- _Activity_
Output each entry that follows exactly. Images stay out.

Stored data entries

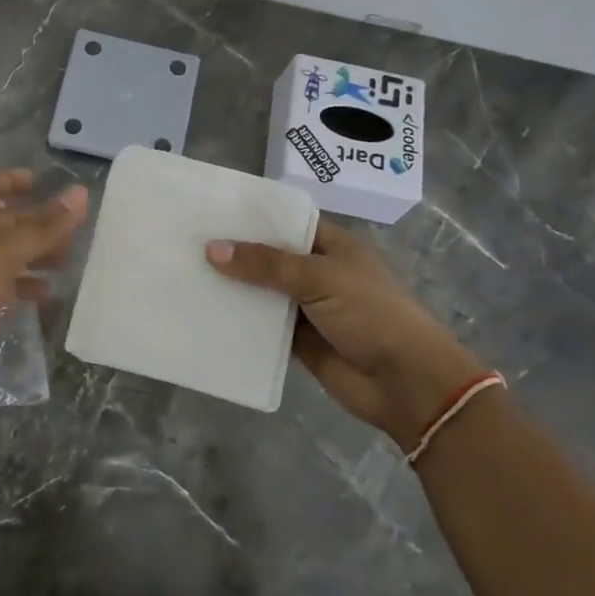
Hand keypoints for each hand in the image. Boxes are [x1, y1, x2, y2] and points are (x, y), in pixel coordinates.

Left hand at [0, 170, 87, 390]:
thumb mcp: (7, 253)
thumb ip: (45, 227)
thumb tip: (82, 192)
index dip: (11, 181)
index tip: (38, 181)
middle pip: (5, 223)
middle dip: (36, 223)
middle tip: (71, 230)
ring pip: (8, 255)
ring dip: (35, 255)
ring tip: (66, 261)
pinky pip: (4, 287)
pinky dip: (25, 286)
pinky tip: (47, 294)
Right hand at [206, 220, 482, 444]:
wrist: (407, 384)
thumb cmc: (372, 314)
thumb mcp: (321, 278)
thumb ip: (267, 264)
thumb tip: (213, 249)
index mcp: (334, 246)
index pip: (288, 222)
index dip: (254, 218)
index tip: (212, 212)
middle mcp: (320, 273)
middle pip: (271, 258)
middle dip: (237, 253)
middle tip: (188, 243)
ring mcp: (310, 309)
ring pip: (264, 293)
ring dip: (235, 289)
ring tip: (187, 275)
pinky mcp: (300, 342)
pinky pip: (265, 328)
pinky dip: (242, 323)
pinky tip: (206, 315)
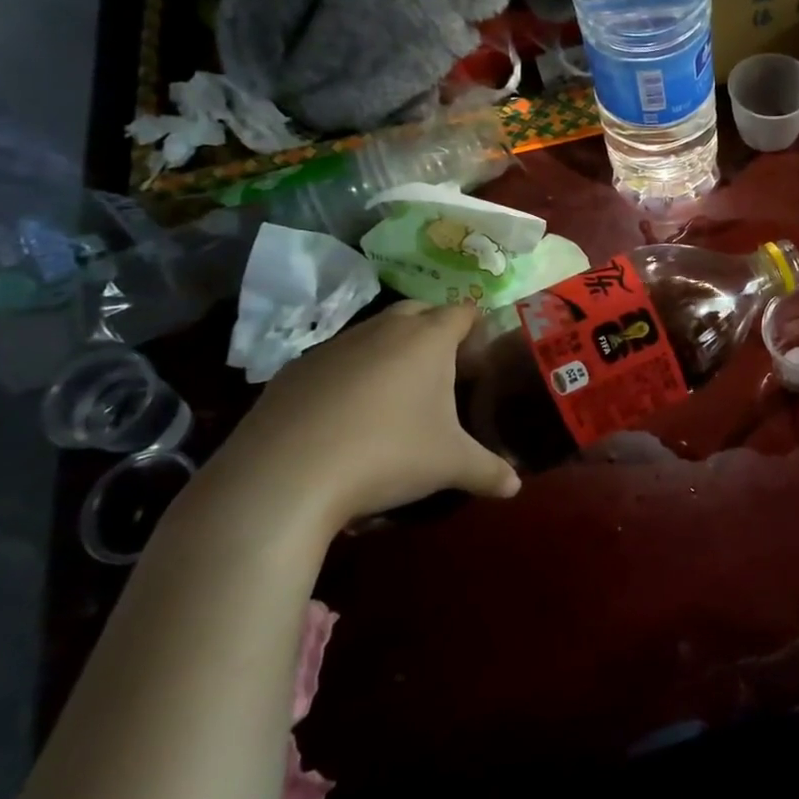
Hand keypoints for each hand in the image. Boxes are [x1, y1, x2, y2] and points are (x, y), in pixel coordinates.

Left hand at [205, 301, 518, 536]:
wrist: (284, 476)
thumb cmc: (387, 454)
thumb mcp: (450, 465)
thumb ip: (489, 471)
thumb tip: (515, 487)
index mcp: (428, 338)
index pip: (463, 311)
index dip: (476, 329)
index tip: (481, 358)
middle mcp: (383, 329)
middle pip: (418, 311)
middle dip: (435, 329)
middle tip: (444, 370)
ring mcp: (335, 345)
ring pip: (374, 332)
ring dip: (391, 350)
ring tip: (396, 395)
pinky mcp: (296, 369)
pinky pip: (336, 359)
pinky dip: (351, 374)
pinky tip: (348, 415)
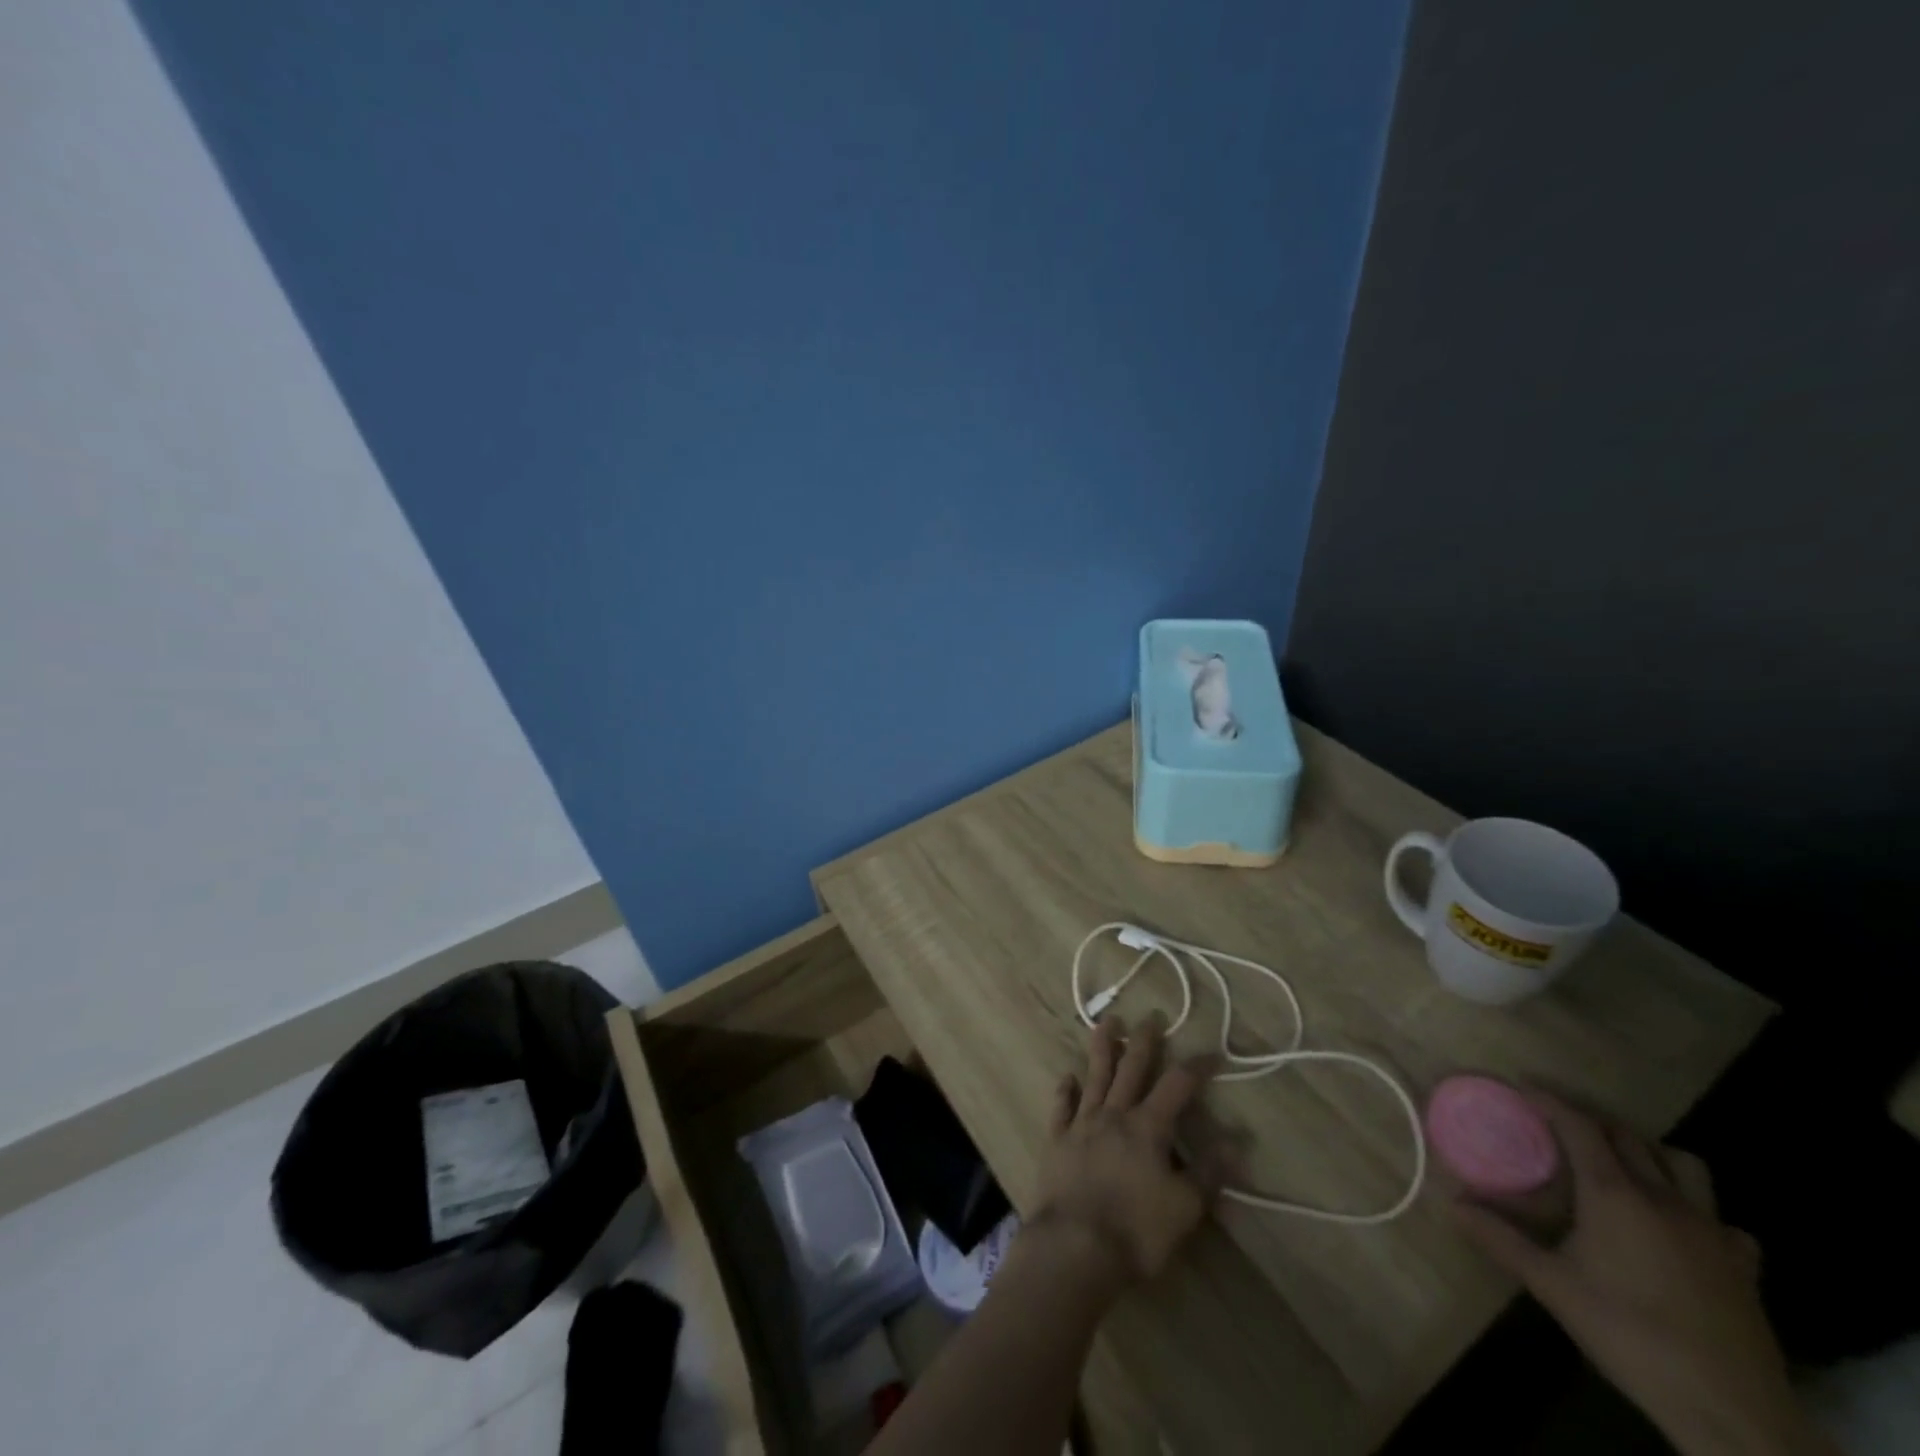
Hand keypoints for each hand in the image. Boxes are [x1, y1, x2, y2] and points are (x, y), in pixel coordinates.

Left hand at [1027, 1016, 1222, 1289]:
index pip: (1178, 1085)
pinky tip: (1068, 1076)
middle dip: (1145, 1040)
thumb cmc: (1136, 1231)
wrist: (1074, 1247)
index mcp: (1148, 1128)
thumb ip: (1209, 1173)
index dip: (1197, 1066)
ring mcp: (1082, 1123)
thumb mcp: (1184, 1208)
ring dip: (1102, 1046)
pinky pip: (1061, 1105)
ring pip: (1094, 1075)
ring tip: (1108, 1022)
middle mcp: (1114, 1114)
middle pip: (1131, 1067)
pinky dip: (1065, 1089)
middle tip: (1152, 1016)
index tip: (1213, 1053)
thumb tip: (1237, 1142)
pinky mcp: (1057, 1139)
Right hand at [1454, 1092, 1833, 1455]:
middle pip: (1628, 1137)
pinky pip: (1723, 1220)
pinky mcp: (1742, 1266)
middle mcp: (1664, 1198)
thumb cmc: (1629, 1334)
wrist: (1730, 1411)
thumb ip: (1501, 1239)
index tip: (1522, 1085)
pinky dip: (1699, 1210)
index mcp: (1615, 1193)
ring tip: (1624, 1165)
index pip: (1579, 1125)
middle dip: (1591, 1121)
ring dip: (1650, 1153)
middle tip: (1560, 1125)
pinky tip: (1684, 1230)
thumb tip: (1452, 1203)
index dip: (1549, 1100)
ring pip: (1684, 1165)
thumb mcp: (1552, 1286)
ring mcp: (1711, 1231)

- _Task solution_
Hand keypoints for each hand in the image. Boxes are [x1, y1, x2, y2] and points are (x, y), in pixel coordinates.

Left hand at [0, 170, 87, 390]:
thumb mcp: (7, 253)
thumb ip: (45, 227)
thumb tip: (82, 192)
index dip: (11, 181)
index tip: (38, 181)
middle pip: (5, 223)
middle dip: (36, 223)
middle tip: (71, 230)
ring pip: (8, 255)
ring dip: (35, 255)
ring tip: (66, 261)
pinky pip: (4, 287)
pinky dip: (25, 286)
pinky tip: (47, 294)
Right hand at [206, 220, 482, 444]:
wrist: (407, 384)
thumb cmc: (372, 314)
thumb mcp: (321, 278)
thumb ip: (267, 264)
thumb tip: (213, 249)
index mcp: (334, 246)
index pip: (288, 222)
index dip: (254, 218)
index tip: (212, 212)
middle mcp: (320, 273)
middle pip: (271, 258)
middle dip: (237, 253)
middle tip: (188, 243)
ring mcp: (310, 309)
ring pip: (264, 293)
ring dip: (235, 289)
ring tip: (187, 275)
pinky mcp: (300, 342)
pinky pip: (265, 328)
pinky dip: (242, 323)
pinky tip: (206, 315)
Hand keypoints for each hand in the image. Boxes are [x1, y1, x2, y2] and points are (x, y), in pixel coordinates.

Left hand at [205, 301, 518, 536]:
wrist: (284, 476)
thumb cmc: (387, 454)
thumb mcp: (450, 465)
thumb ip: (489, 471)
thumb tip: (515, 487)
index mcp: (428, 338)
index pip: (463, 311)
index dip: (476, 329)
index tip: (481, 358)
middle mcp: (383, 329)
middle pip: (418, 311)
middle dip: (435, 329)
middle tip: (444, 370)
ring mcp: (335, 345)
ring pip: (374, 332)
ring dip: (391, 350)
ring tip: (396, 395)
pinky mcp: (296, 369)
pinky pip: (336, 359)
pinky dip: (351, 374)
pinky tip: (348, 415)
Hand keypoints for each hand in the image. Boxes are [x1, y1, x2, y2] and points are (x, y), in pixel coordinates.

Left hand at [1027, 1016, 1222, 1289]:
index pip: (1178, 1085)
pinky tip: (1068, 1076)
middle dip: (1145, 1040)
thumb cmc: (1136, 1231)
wrist: (1074, 1247)
index mcp: (1148, 1128)
thumb ip: (1209, 1173)
index dip: (1197, 1066)
ring mcp: (1082, 1123)
thumb mcp: (1184, 1208)
ring dip: (1102, 1046)
pinky pip: (1061, 1105)
ring pip: (1094, 1075)
ring tip: (1108, 1022)
middle mcp: (1114, 1114)
middle pip: (1131, 1067)
pinky dip: (1065, 1089)
middle tip: (1152, 1016)
index tip: (1213, 1053)
thumb tip: (1237, 1142)
pinky mcp: (1057, 1139)
Right hand at [1454, 1092, 1833, 1455]:
middle pip: (1628, 1137)
pinky pip: (1723, 1220)
pinky mcp: (1742, 1266)
middle mcp: (1664, 1198)
thumb cmc: (1629, 1334)
wrist: (1730, 1411)
thumb ip: (1501, 1239)
index tip: (1522, 1085)
pinky dip: (1699, 1210)
index mcp: (1615, 1193)
ring tip: (1624, 1165)
index pip: (1579, 1125)
middle dip: (1591, 1121)
ring dip: (1650, 1153)
middle tip: (1560, 1125)
pinky tip: (1684, 1230)
thumb tip: (1452, 1203)
index dip: (1549, 1100)
ring pip: (1684, 1165)
thumb mcp: (1552, 1286)
ring mcp: (1711, 1231)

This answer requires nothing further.